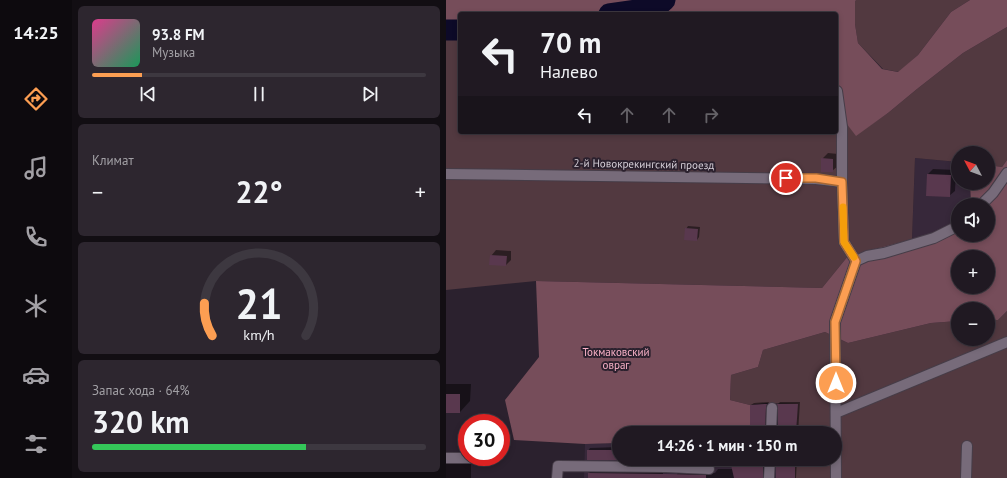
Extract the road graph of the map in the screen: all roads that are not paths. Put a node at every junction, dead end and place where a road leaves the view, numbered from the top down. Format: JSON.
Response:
{"nodes":[{"id":1,"x":838,"y":98,"type":"edge"},
{"id":2,"x":1007,"y":172,"type":"edge"},
{"id":3,"x":446,"y":174,"type":"edge"},
{"id":4,"x":842,"y":182,"type":"junction"},
{"id":5,"x":988,"y":198,"type":"edge"},
{"id":6,"x":951,"y":230,"type":"edge"},
{"id":7,"x":856,"y":261,"type":"junction"},
{"id":8,"x":1007,"y":342,"type":"edge"},
{"id":9,"x":772,"y":408,"type":"dead end"},
{"id":10,"x":836,"y":413,"type":"junction"},
{"id":11,"x":771,"y":426,"type":"edge"},
{"id":12,"x":967,"y":446,"type":"dead end"},
{"id":13,"x":446,"y":458,"type":"edge"},
{"id":14,"x":458,"y":458,"type":"edge"},
{"id":15,"x":612,"y":465,"type":"edge"},
{"id":16,"x":688,"y":466,"type":"edge"},
{"id":17,"x":770,"y":466,"type":"edge"},
{"id":18,"x":709,"y":469,"type":"dead end"},
{"id":19,"x":557,"y":478,"type":"edge"},
{"id":20,"x":769,"y":478,"type":"edge"},
{"id":21,"x":836,"y":478,"type":"edge"},
{"id":22,"x":966,"y":478,"type":"edge"}],
"edges":[{"from":1,"to":4,"type":"street"},
{"from":2,"to":5,"type":"street"},
{"from":3,"to":4,"type":"street","name":"2-й Новокрекингский проезд"},
{"from":4,"to":7,"type":"street"},
{"from":6,"to":7,"type":"street"},
{"from":7,"to":10,"type":"street"},
{"from":8,"to":10,"type":"street"},
{"from":9,"to":11,"type":"street"},
{"from":10,"to":21,"type":"street"},
{"from":12,"to":22,"type":"street"},
{"from":13,"to":14,"type":"street"},
{"from":15,"to":19,"type":"street"},
{"from":16,"to":18,"type":"street"},
{"from":17,"to":20,"type":"street"}]}
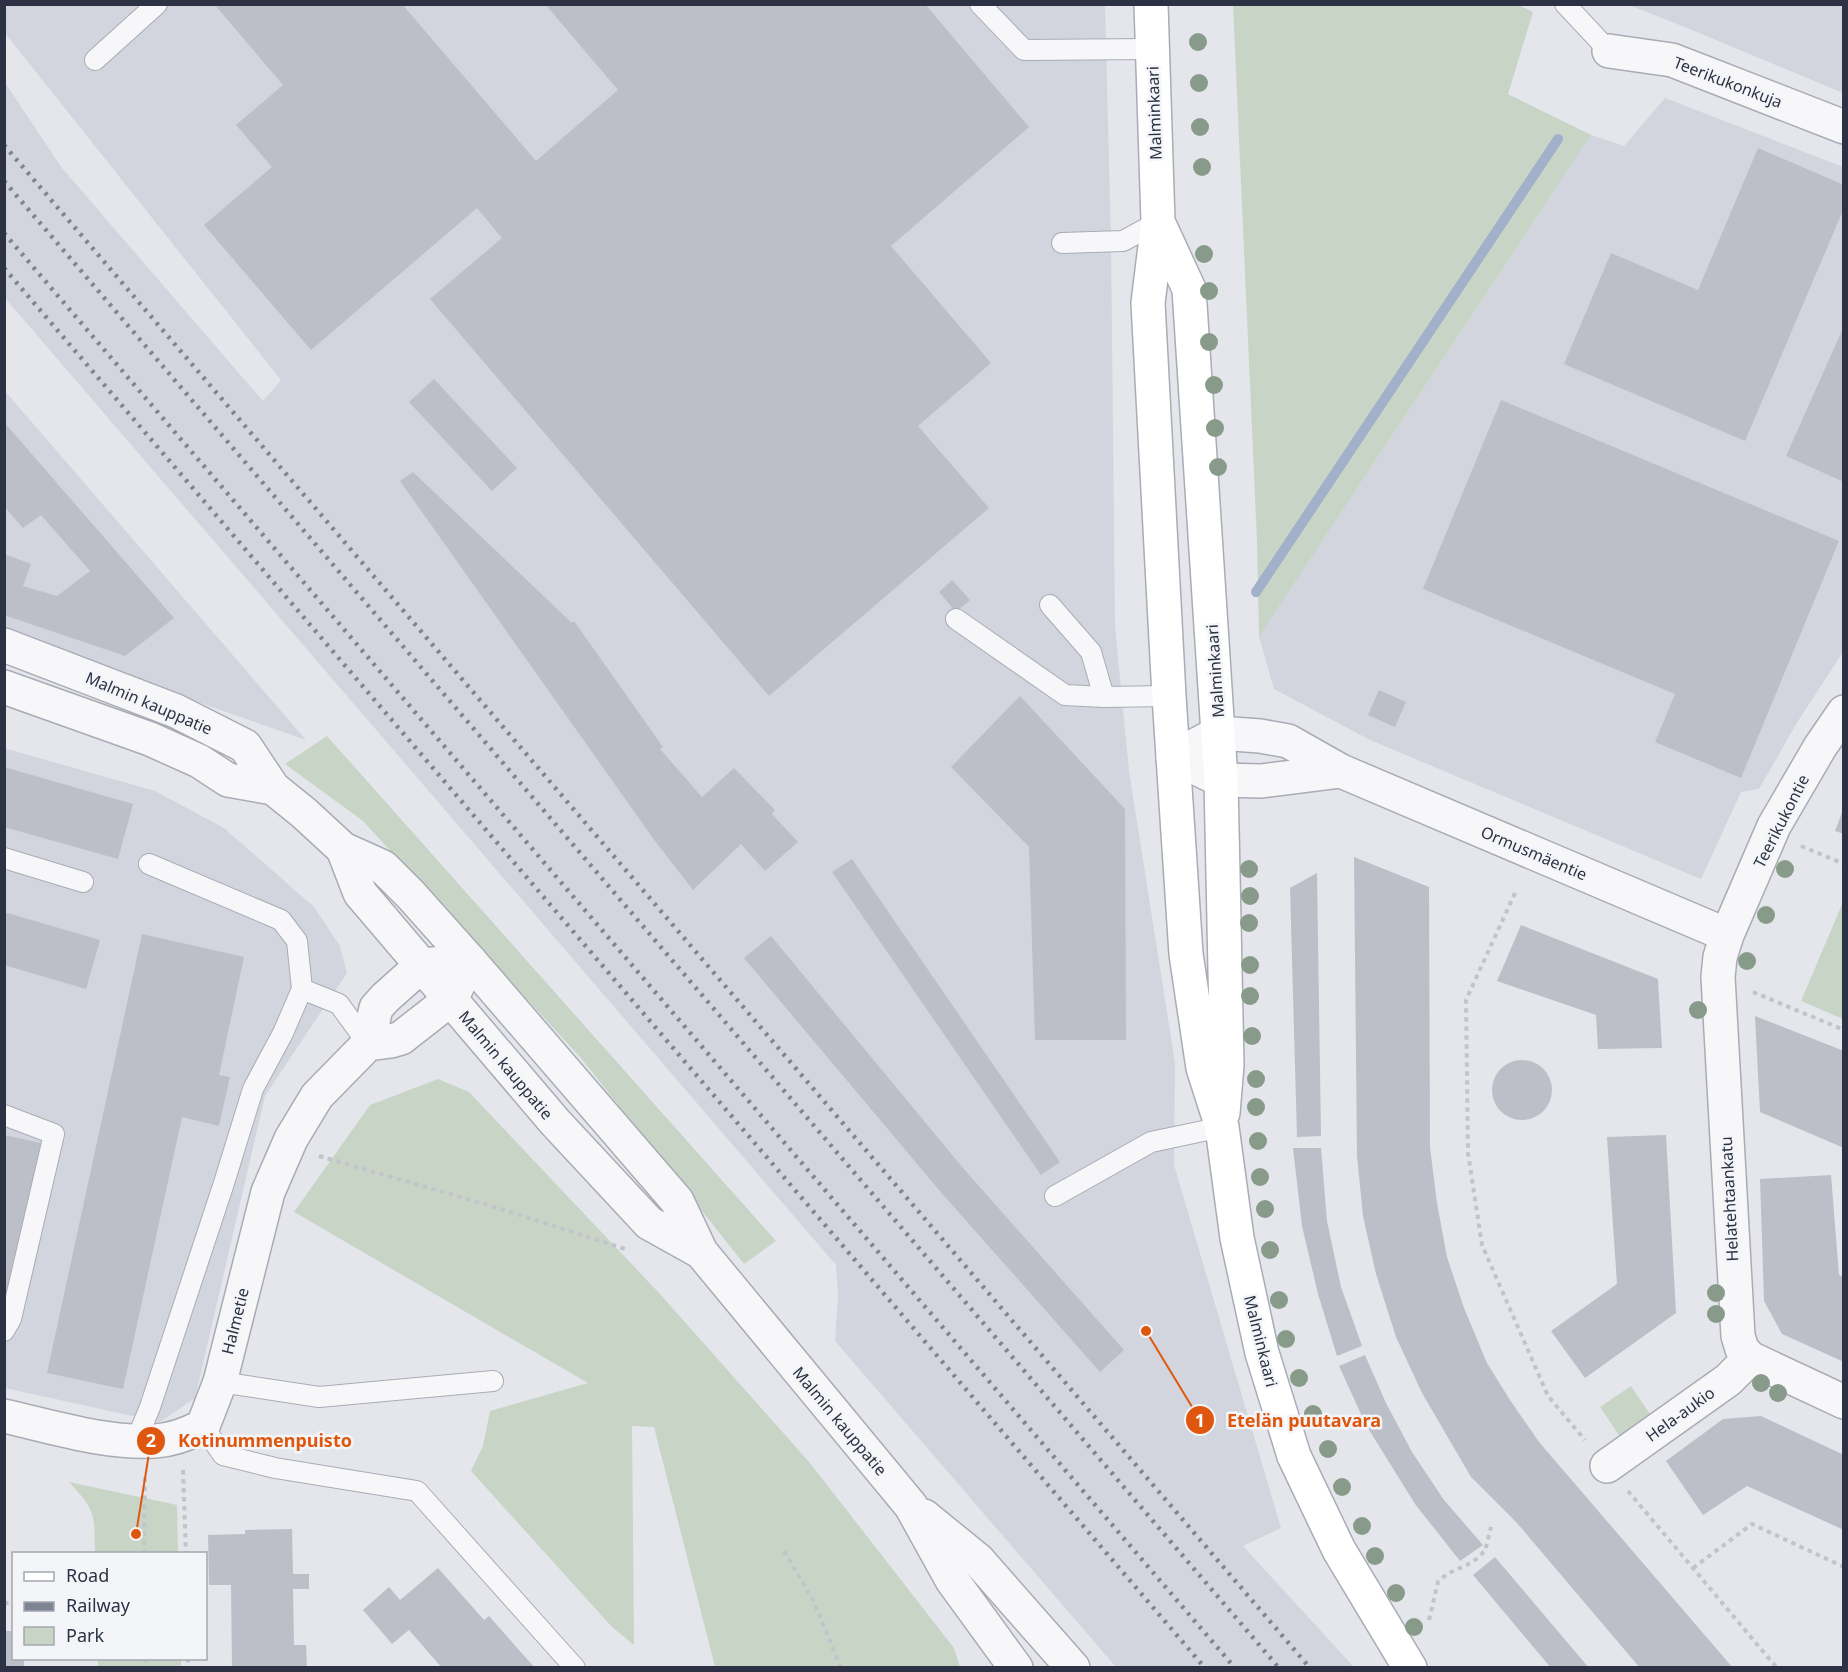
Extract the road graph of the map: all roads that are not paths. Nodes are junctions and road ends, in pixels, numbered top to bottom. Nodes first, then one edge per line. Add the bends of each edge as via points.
1 (157, 4) edge
2 (980, 4) edge
3 (1151, 4) edge
4 (1566, 4) edge
5 (1151, 49) junction
6 (1609, 51) joint
7 (95, 60) dead end
8 (1844, 126) edge
9 (1158, 222) junction
10 (1062, 243) dead end
11 (1050, 605) dead end
12 (956, 619) dead end
13 (4, 645) edge
14 (4, 687) edge
15 (1169, 696) junction
16 (1104, 697) junction
17 (1844, 712) edge
18 (1219, 733) junction
19 (1173, 757) junction
20 (1341, 771) junction
21 (1221, 780) junction
22 (273, 788) junction
23 (343, 849) junction
24 (4, 858) edge
25 (149, 864) dead end
26 (83, 882) dead end
27 (1727, 935) junction
28 (470, 961) junction
29 (422, 965) junction
30 (302, 989) junction
31 (451, 999) junction
32 (368, 1044) junction
33 (4, 1114) edge
34 (1222, 1127) junction
35 (1055, 1196) dead end
36 (701, 1252) junction
37 (4, 1331) edge
38 (1750, 1358) junction
39 (493, 1381) dead end
40 (220, 1382) junction
41 (1844, 1402) edge
42 (4, 1416) edge
43 (203, 1426) junction
44 (146, 1441) junction
45 (1607, 1466) road end
46 (911, 1506) junction
47 (1042, 1631) junction
48 (1007, 1664) edge
49 (575, 1668) edge
50 (1073, 1668) edge
51 (1410, 1668) edge

1 - 7 lane
2 - 5 lane via 1024,50
3 - 5 main road, Malminkaari
4 - 6 lane
5 - 9 main road, Malminkaari
6 - 8 street, Teerikukonkuja via 1672,60
9 - 10 lane via 1124,241
9 - 15 main road, Malminkaari via 1148,303
9 - 18 main road, Malminkaari via 1189,289
11 - 16 lane via 1090,652
12 - 16 lane via 1065,695
13 - 22 street, Malmin kauppatie via 176,711 245,746
14 - 22 street, Malmin kauppatie via 150,739 199,761 228,780
15 - 16 lane
15 - 19 main road, Malminkaari
17 - 27 street, Teerikukontie via 1774,826
18 - 19 street
18 - 20 street, Ormusmäentie via 1288,741
18 - 21 main road, Malminkaari
19 - 21 street
19 - 34 main road, Malminkaari via 1186,954 1203,1068
20 - 21 street via 1261,781
20 - 27 street, Ormusmäentie
21 - 34 main road, Malminkaari via 1227,1065
22 - 23 street, Malmin kauppatie
23 - 28 street, Malmin kauppatie via 383,867
23 - 29 street, Malmin kauppatie via 360,893
24 - 26 lane
25 - 30 lane via 281,920 297,941
27 - 38 street, Helatehtaankatu via 1718,977 1738,1336
28 - 29 street
28 - 31 street
28 - 36 street, Malmin kauppatie via 677,1202
29 - 31 street, Malmin kauppatie
29 - 32 street via 376,1008
30 - 32 lane via 339,1004
30 - 44 lane via 284,1034 253,1089 150,1407
31 - 32 street via 401,1038
31 - 36 street, Malmin kauppatie via 555,1122 649,1223
32 - 40 street, Halmetie via 317,1096 286,1149 268,1192
33 - 37 lane via 54,1134 11,1319
34 - 35 lane via 1151,1142
34 - 51 main road, Malminkaari via 1237,1238 1262,1353 1294,1456 1339,1550
36 - 46 street, Malmin kauppatie
38 - 41 street
38 - 45 street, Hela-aukio via 1728,1380
39 - 40 lane via 319,1397
40 - 43 street, Halmetie
42 - 44 street via 107,1438
43 - 44 street via 187,1434
43 - 49 lane via 223,1455 275,1468 417,1491
46 - 47 street, Malmin kauppatie via 978,1560
46 - 48 street, Malmin kauppatie via 952,1580
47 - 48 street
47 - 50 street, Malmin kauppatie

· · · · ·

Task to carry out: Read through the data above. Report each line that has the word "Halmetie".

Completed exercise:
32 - 40 street, Halmetie via 317,1096 286,1149 268,1192
40 - 43 street, Halmetie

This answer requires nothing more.